╭──
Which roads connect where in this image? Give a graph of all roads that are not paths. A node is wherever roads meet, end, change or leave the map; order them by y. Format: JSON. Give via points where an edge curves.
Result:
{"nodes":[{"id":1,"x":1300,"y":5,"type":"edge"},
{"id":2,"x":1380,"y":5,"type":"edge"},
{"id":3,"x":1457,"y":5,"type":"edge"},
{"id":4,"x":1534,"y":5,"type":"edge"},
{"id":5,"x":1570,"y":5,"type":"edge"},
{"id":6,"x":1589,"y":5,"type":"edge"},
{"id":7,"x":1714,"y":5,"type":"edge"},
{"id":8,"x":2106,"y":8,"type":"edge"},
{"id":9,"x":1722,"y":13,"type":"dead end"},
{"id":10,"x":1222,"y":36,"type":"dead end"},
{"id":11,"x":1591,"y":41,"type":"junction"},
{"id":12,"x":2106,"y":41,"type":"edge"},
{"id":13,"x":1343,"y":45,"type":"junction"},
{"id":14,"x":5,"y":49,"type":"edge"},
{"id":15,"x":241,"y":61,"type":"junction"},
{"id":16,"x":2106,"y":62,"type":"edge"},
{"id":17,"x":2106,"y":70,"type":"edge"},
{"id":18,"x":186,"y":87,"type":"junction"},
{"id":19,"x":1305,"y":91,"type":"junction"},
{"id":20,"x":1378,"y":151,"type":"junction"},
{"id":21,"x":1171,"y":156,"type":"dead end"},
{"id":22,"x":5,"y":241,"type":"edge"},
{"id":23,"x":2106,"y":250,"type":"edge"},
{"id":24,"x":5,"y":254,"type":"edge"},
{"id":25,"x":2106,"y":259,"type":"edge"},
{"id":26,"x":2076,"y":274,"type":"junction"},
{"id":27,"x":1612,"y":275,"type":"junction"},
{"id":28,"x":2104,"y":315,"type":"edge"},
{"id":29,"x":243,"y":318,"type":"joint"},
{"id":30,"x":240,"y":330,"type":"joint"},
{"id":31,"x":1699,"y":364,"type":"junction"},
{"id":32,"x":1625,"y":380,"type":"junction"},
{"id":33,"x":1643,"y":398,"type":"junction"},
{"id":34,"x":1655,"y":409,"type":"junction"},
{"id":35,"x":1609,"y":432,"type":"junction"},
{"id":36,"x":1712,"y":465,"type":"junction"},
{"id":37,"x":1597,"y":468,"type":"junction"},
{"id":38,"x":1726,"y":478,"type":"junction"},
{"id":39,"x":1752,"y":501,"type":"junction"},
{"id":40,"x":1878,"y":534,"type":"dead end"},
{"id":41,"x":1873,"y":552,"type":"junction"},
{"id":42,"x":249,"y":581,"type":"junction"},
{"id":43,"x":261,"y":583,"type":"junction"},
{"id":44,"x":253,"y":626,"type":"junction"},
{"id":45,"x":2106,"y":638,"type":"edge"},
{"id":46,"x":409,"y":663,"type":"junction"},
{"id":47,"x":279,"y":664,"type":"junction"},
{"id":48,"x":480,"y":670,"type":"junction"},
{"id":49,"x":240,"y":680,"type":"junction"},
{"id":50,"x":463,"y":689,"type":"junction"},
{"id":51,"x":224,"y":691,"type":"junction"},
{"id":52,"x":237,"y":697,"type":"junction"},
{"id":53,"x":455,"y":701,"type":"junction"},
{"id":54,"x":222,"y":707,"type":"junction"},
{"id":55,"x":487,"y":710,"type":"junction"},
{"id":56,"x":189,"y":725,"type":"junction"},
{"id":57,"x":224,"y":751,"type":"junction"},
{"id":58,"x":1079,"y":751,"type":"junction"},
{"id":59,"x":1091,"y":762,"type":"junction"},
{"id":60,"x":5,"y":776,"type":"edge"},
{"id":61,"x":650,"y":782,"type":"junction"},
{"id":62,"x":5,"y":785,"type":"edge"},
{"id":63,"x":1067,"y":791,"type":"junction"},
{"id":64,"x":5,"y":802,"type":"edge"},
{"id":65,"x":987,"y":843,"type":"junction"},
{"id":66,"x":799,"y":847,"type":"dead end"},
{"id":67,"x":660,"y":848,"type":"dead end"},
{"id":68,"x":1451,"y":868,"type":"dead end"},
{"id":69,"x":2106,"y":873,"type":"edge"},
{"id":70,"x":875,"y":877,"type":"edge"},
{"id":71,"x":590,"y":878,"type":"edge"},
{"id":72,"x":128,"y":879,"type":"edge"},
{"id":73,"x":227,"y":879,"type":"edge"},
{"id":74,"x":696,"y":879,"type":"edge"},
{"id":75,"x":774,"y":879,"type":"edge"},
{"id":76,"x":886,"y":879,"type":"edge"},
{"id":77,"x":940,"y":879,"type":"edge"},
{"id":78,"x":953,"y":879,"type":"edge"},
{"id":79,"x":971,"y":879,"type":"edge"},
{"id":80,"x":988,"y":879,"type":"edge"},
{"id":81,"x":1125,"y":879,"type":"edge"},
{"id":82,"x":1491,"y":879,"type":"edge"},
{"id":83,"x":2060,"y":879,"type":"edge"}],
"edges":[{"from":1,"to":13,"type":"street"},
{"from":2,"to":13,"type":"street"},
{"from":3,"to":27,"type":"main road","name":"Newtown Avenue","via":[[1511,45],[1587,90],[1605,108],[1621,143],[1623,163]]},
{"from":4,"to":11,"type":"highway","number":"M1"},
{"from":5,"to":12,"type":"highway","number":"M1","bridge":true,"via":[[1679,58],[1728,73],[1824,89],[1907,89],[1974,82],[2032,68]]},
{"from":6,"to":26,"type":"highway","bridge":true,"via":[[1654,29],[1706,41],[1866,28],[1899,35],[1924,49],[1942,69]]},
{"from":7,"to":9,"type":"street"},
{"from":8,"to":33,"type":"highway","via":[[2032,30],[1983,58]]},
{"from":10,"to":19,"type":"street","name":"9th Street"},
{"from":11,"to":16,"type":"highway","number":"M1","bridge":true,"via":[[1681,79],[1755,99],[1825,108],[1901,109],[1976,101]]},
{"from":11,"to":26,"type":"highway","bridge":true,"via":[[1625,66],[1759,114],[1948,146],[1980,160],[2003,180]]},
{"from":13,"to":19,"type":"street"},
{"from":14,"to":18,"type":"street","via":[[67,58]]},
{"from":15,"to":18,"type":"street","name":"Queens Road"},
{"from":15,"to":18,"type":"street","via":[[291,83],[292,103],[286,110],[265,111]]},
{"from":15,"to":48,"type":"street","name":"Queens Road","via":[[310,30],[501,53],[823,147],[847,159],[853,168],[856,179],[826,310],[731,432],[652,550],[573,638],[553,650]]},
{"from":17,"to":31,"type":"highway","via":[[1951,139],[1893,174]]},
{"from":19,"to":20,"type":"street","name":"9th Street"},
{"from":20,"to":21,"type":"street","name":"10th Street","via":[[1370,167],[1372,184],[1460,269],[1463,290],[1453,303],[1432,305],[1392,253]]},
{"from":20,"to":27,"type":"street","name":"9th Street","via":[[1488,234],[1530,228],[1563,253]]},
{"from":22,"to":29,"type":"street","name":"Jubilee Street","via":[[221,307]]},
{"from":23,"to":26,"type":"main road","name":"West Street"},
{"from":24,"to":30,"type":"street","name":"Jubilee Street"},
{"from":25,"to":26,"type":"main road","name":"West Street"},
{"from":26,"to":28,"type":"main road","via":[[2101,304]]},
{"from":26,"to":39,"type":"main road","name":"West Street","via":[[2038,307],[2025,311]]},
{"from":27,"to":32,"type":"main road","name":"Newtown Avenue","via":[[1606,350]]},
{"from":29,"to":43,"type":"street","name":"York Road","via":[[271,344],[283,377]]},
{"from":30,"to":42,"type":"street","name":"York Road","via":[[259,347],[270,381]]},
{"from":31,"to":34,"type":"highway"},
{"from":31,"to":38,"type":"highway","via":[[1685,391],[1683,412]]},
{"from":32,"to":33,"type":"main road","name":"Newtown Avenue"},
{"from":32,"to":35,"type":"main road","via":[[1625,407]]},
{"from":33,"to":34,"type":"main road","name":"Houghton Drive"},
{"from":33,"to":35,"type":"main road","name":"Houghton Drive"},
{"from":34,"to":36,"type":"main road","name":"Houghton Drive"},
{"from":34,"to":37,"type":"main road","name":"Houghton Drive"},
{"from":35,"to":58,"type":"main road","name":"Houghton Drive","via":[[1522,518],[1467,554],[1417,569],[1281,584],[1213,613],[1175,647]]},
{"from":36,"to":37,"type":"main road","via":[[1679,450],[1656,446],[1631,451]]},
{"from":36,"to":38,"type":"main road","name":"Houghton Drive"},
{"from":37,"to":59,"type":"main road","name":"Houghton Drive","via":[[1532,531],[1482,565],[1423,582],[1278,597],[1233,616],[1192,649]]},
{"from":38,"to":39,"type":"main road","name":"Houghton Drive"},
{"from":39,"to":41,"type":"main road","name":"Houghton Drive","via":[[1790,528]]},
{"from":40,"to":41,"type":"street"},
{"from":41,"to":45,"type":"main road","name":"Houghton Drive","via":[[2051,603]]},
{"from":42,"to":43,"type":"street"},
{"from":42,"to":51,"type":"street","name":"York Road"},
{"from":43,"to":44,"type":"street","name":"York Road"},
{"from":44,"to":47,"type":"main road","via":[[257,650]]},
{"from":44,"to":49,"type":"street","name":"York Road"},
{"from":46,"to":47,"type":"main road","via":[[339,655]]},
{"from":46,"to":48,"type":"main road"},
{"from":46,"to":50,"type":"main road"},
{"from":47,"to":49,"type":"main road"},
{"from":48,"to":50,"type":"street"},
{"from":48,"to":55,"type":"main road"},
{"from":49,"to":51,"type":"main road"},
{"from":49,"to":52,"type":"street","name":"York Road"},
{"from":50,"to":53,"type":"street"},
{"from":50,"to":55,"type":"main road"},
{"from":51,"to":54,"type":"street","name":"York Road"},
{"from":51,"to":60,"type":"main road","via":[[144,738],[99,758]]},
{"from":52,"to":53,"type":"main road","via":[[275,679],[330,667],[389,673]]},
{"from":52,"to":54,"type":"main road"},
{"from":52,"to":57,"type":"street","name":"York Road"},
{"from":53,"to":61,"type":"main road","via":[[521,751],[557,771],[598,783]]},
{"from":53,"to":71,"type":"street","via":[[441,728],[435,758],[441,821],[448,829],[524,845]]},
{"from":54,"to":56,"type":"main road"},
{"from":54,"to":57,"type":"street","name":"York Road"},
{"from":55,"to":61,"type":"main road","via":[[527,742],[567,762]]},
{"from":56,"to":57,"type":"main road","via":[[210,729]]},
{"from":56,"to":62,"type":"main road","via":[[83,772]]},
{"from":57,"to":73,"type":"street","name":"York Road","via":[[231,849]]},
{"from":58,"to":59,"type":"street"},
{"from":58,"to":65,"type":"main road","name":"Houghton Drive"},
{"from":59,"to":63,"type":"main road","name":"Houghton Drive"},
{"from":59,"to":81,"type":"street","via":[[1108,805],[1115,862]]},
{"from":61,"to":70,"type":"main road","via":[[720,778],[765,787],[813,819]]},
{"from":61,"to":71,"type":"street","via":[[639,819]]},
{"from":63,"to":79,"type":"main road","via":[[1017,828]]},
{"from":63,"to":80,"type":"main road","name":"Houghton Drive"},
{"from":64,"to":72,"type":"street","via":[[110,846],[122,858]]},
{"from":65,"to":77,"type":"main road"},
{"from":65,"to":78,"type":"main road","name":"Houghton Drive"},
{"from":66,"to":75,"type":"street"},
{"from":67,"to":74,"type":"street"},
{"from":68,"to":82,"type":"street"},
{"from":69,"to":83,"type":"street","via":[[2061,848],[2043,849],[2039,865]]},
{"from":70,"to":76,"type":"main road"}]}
╰──
■ REQUIRED WORK
Search the entries above for the string "number". Copy each line that holds it.

■ ANSWER SPACE
{"from":4,"to":11,"type":"highway","number":"M1"},
{"from":5,"to":12,"type":"highway","number":"M1","bridge":true,"via":[[1679,58],[1728,73],[1824,89],[1907,89],[1974,82],[2032,68]]},
{"from":11,"to":16,"type":"highway","number":"M1","bridge":true,"via":[[1681,79],[1755,99],[1825,108],[1901,109],[1976,101]]},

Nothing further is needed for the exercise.